[INSTRUCTIONS TO FOLLOW]:
Only the lines from the one with "Extract the road" through the end of the material are wanted, copied exactly and with the pictures left out.
= = = =
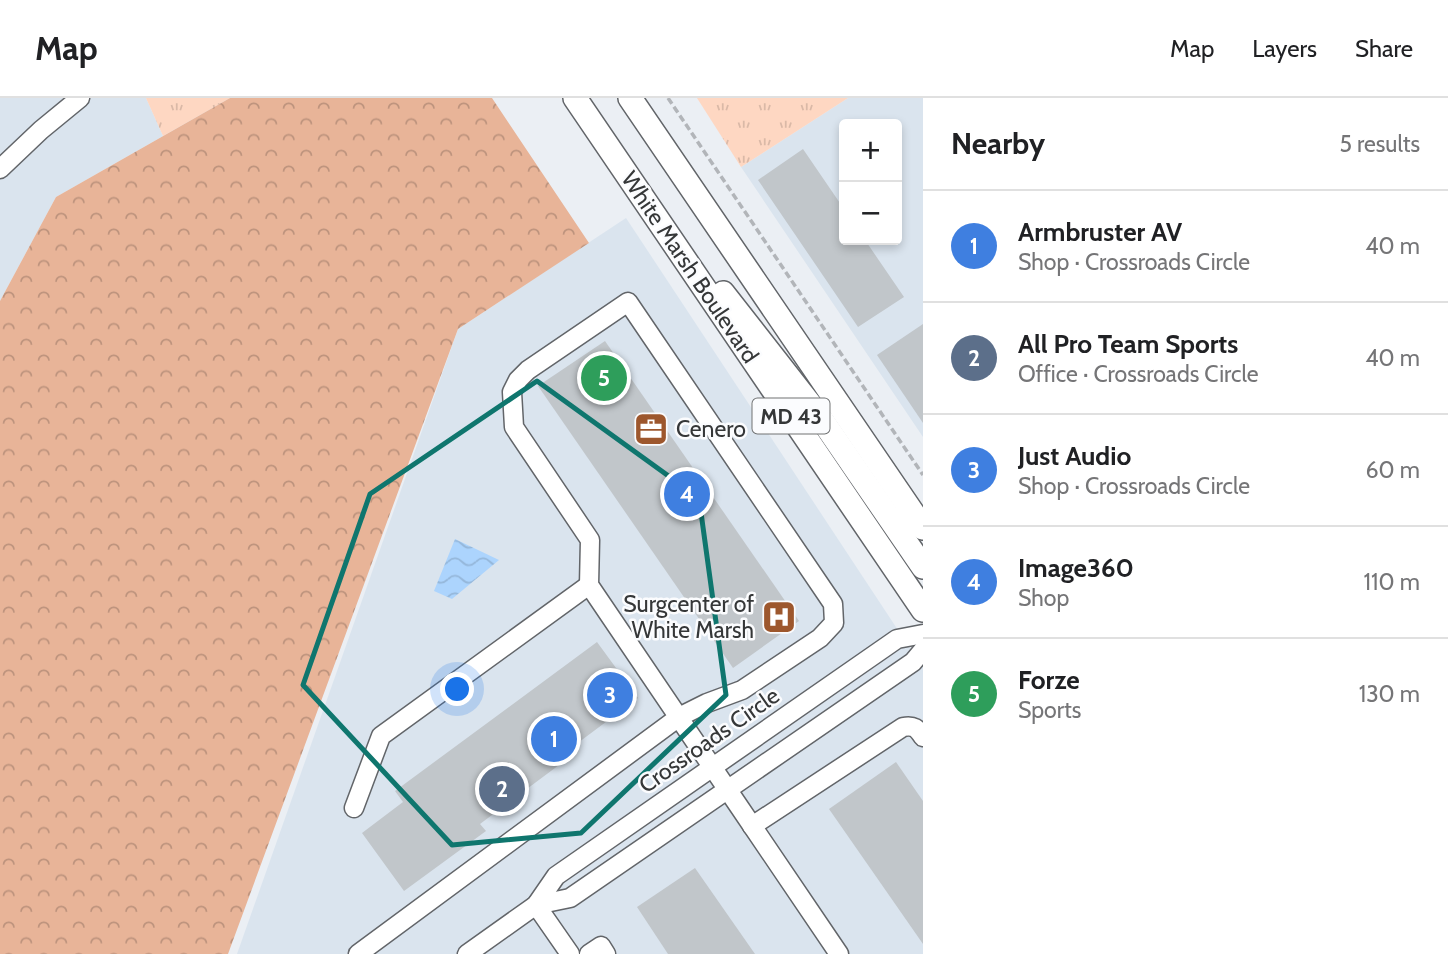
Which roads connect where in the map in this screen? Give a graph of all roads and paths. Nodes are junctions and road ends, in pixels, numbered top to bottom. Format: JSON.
{"nodes":[{"id":1,"x":80,"y":98,"type":"edge"},
{"id":2,"x":575,"y":98,"type":"edge"},
{"id":3,"x":630,"y":98,"type":"edge"},
{"id":4,"x":668,"y":98,"type":"edge"},
{"id":5,"x":0,"y":169,"type":"edge"},
{"id":6,"x":660,"y":223,"type":"junction"},
{"id":7,"x":923,"y":475,"type":"edge"},
{"id":8,"x":923,"y":528,"type":"edge"},
{"id":9,"x":923,"y":567,"type":"edge"},
{"id":10,"x":589,"y":585,"type":"junction"},
{"id":11,"x":923,"y":610,"type":"edge"},
{"id":12,"x":923,"y":634,"type":"edge"},
{"id":13,"x":923,"y":650,"type":"edge"},
{"id":14,"x":679,"y":717,"type":"junction"},
{"id":15,"x":923,"y":737,"type":"edge"},
{"id":16,"x":712,"y":767,"type":"junction"},
{"id":17,"x":728,"y":790,"type":"junction"},
{"id":18,"x":354,"y":808,"type":"dead end"},
{"id":19,"x":752,"y":826,"type":"junction"},
{"id":20,"x":536,"y":905,"type":"junction"},
{"id":21,"x":358,"y":954,"type":"edge"},
{"id":22,"x":467,"y":954,"type":"edge"},
{"id":23,"x":570,"y":954,"type":"edge"},
{"id":24,"x":589,"y":954,"type":"edge"},
{"id":25,"x":606,"y":954,"type":"edge"},
{"id":26,"x":839,"y":954,"type":"edge"}],
"edges":[{"from":1,"to":5,"type":"street"},
{"from":2,"to":6,"type":"main road","name":"White Marsh Boulevard","number":"MD 43"},
{"from":3,"to":8,"type":"main road","name":"White Marsh Boulevard","number":"MD 43"},
{"from":4,"to":7,"type":"path"},
{"from":6,"to":9,"type":"main road"},
{"from":6,"to":11,"type":"main road","name":"White Marsh Boulevard","number":"MD 43"},
{"from":10,"to":14,"type":"street"},
{"from":10,"to":14,"type":"street"},
{"from":10,"to":18,"type":"street"},
{"from":12,"to":16,"type":"street","name":"Crossroads Circle"},
{"from":13,"to":17,"type":"street","name":"Crossroads Circle"},
{"from":14,"to":16,"type":"street"},
{"from":14,"to":21,"type":"street"},
{"from":15,"to":19,"type":"street"},
{"from":16,"to":17,"type":"street"},
{"from":16,"to":20,"type":"street","name":"Crossroads Circle"},
{"from":17,"to":19,"type":"street"},
{"from":17,"to":20,"type":"street","name":"Crossroads Circle"},
{"from":19,"to":26,"type":"street"},
{"from":20,"to":22,"type":"street","name":"Crossroads Circle"},
{"from":20,"to":23,"type":"street"},
{"from":24,"to":25,"type":"street"}]}
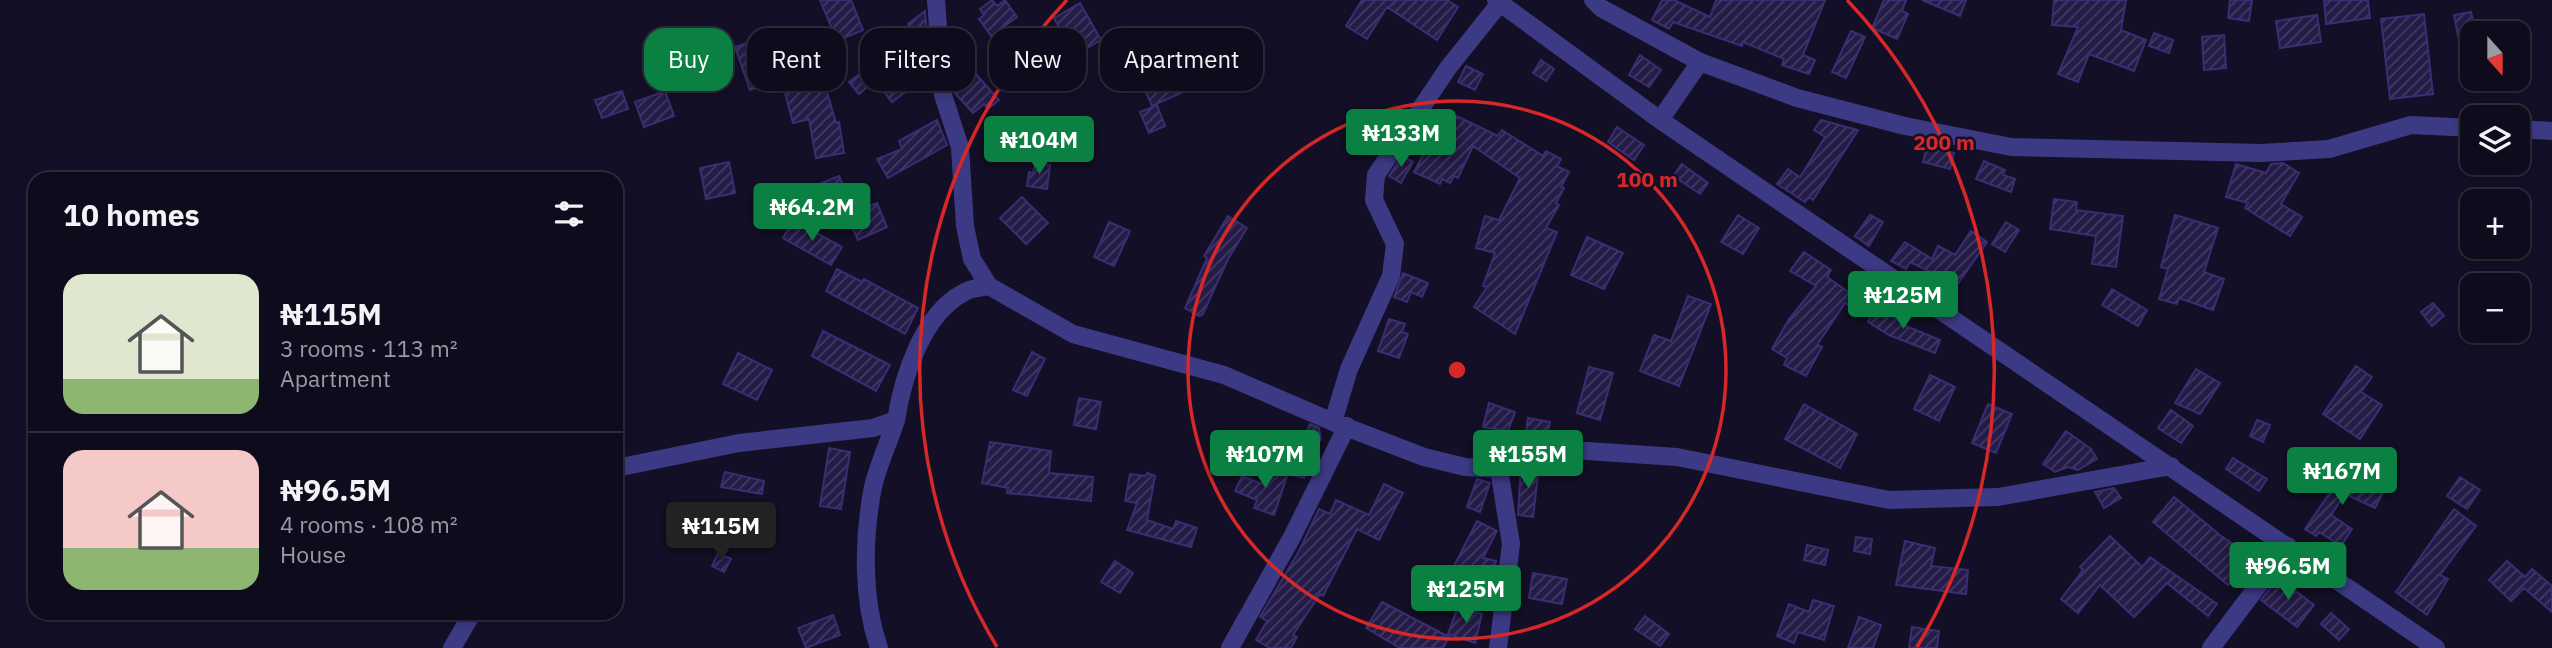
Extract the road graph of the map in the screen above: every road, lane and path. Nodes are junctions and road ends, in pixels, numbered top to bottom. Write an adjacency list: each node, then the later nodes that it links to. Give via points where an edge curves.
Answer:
1 (936, 0): 9 (street, via 943,95 960,147 965,226 972,259)
2 (1593, 0): 4 (street)
3 (1498, 1): 5 (street); 11 (street, via 1376,175 1374,200 1395,244 1391,276 1349,369)
4 (1700, 62): 5 (street); 6 (street, via 1797,98 2011,147 2261,153 2329,149 2411,125)
5 (1660, 120): 13 (street)
6 (2460, 127)
7 (2530, 130): 8 (street)
8 (2552, 131)
9 (989, 286): 10 (street, via 965,291 953,300 924,335 900,395); 11 (street, via 1073,334 1224,375)
10 (896, 420): 12 (street, via 873,428 739,443); 19 (street, via 874,486 866,556 872,628)
11 (1340, 424): 14 (street, via 1424,457); 17 (street, via 1292,537)
12 (623, 466)
13 (2171, 466): 14 (street, via 1998,497 1889,500 1677,457 1542,448 1506,455); 15 (street)
14 (1499, 469): 20 (street, via 1510,544)
15 (2288, 546): 21 (street); 22 (street)
16 (468, 620): 18 (street)
17 (1232, 647)
18 (452, 648)
19 (879, 648)
20 (1498, 648)
21 (2211, 648)
22 (2436, 648)

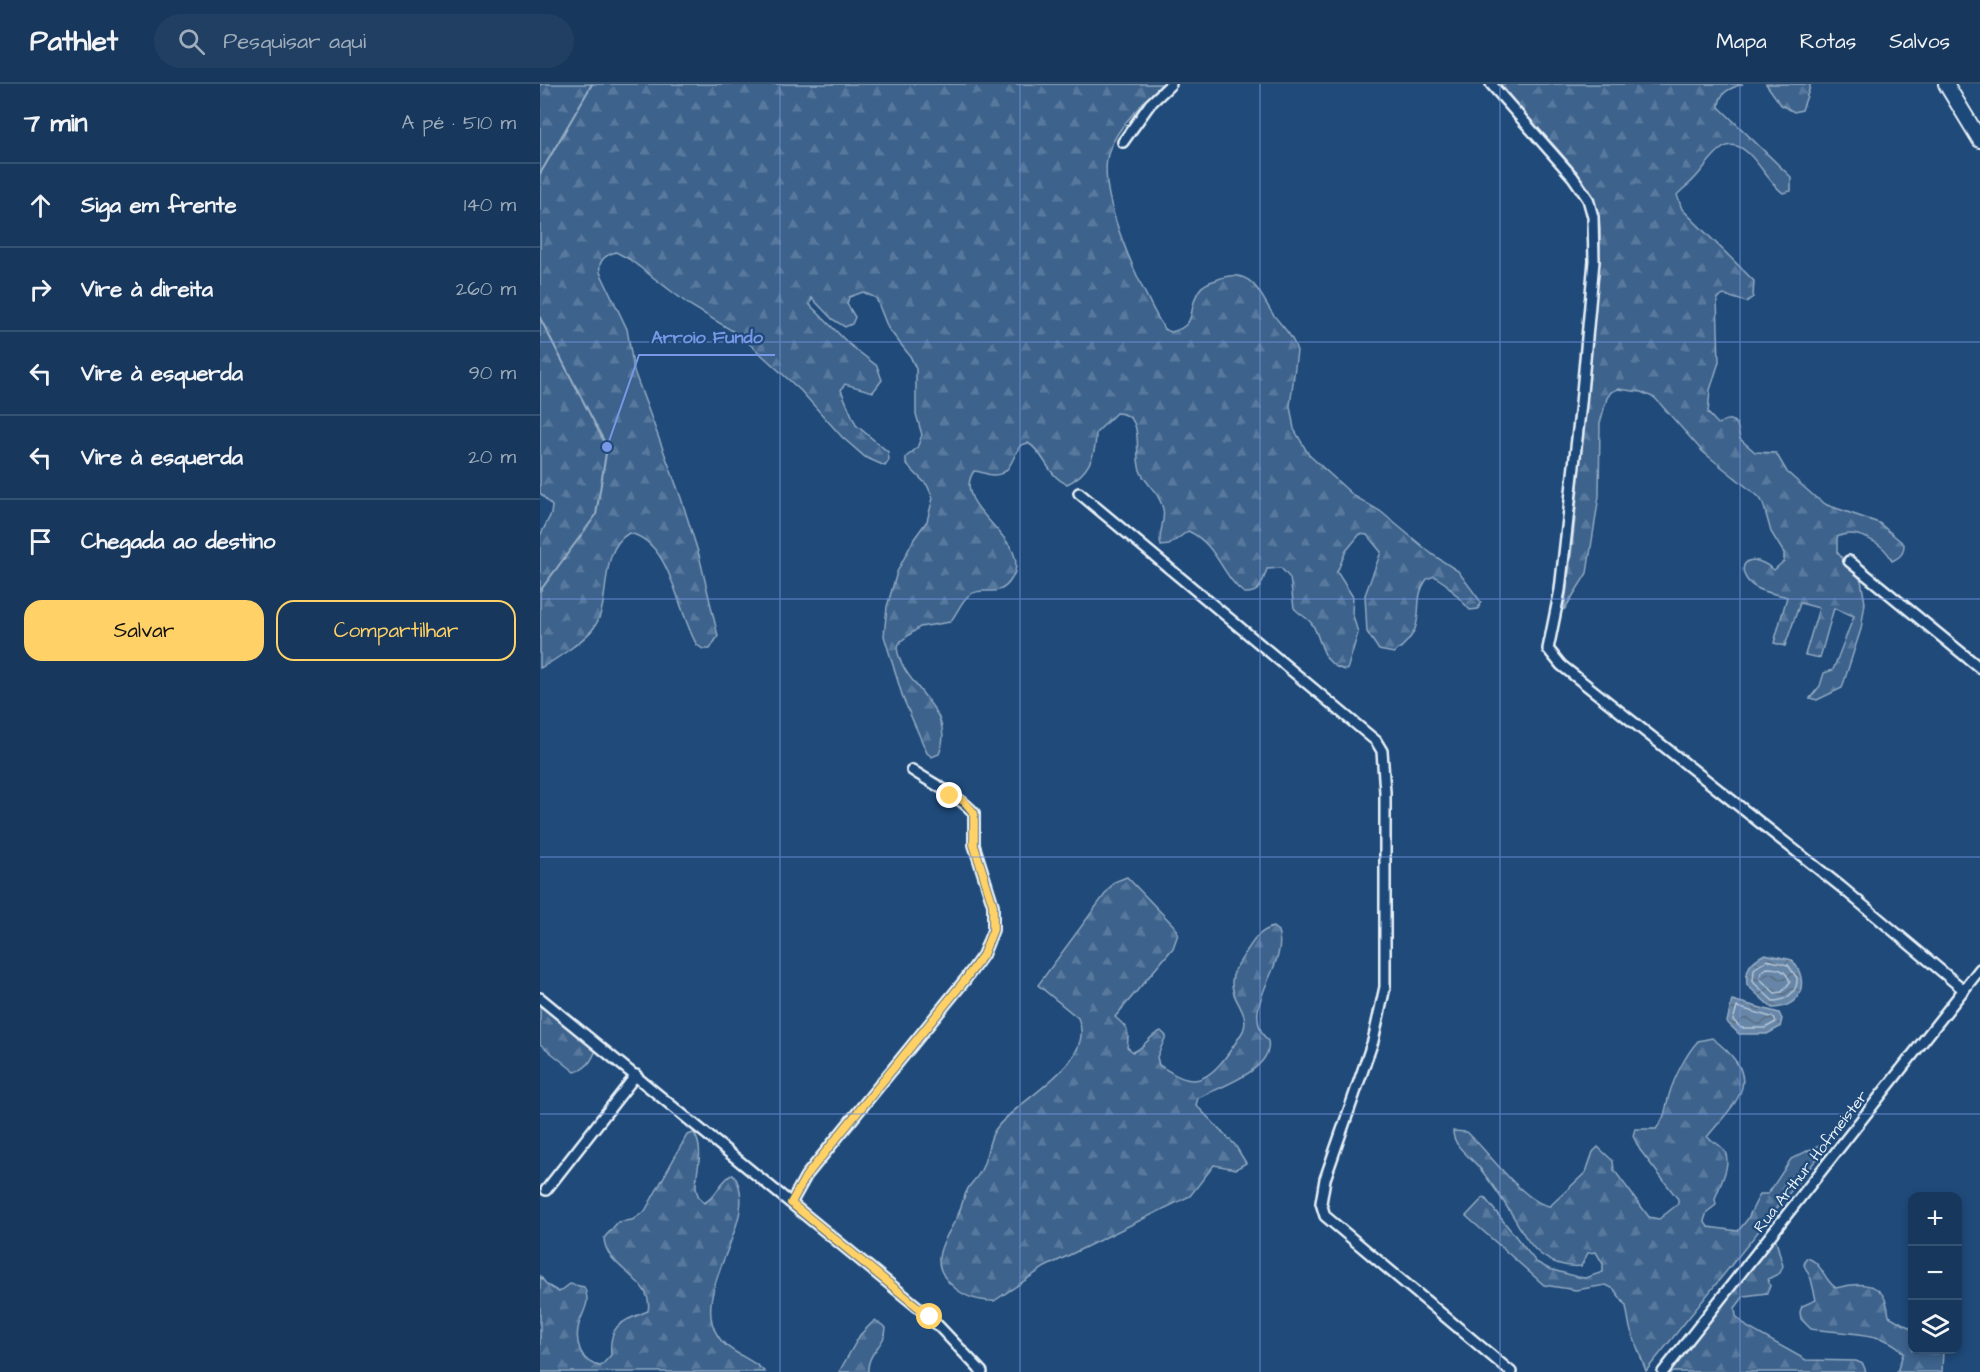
= = = =
[RESPONSE AREA]:
Extract the road graph of the map in the screen above: every road, lane and path. Nodes are junctions and road ends, in pixels, numbered top to bottom. Write an adjacency list: each node, then the later nodes that it links to. Give via points where an edge curves.
Answer:
1 (936, 0): 9 (street, via 943,95 960,147 965,226 972,259)
2 (1593, 0): 4 (street)
3 (1498, 1): 5 (street); 11 (street, via 1376,175 1374,200 1395,244 1391,276 1349,369)
4 (1700, 62): 5 (street); 6 (street, via 1797,98 2011,147 2261,153 2329,149 2411,125)
5 (1660, 120): 13 (street)
6 (2460, 127)
7 (2530, 130): 8 (street)
8 (2552, 131)
9 (989, 286): 10 (street, via 965,291 953,300 924,335 900,395); 11 (street, via 1073,334 1224,375)
10 (896, 420): 12 (street, via 873,428 739,443); 19 (street, via 874,486 866,556 872,628)
11 (1340, 424): 14 (street, via 1424,457); 17 (street, via 1292,537)
12 (623, 466)
13 (2171, 466): 14 (street, via 1998,497 1889,500 1677,457 1542,448 1506,455); 15 (street)
14 (1499, 469): 20 (street, via 1510,544)
15 (2288, 546): 21 (street); 22 (street)
16 (468, 620): 18 (street)
17 (1232, 647)
18 (452, 648)
19 (879, 648)
20 (1498, 648)
21 (2211, 648)
22 (2436, 648)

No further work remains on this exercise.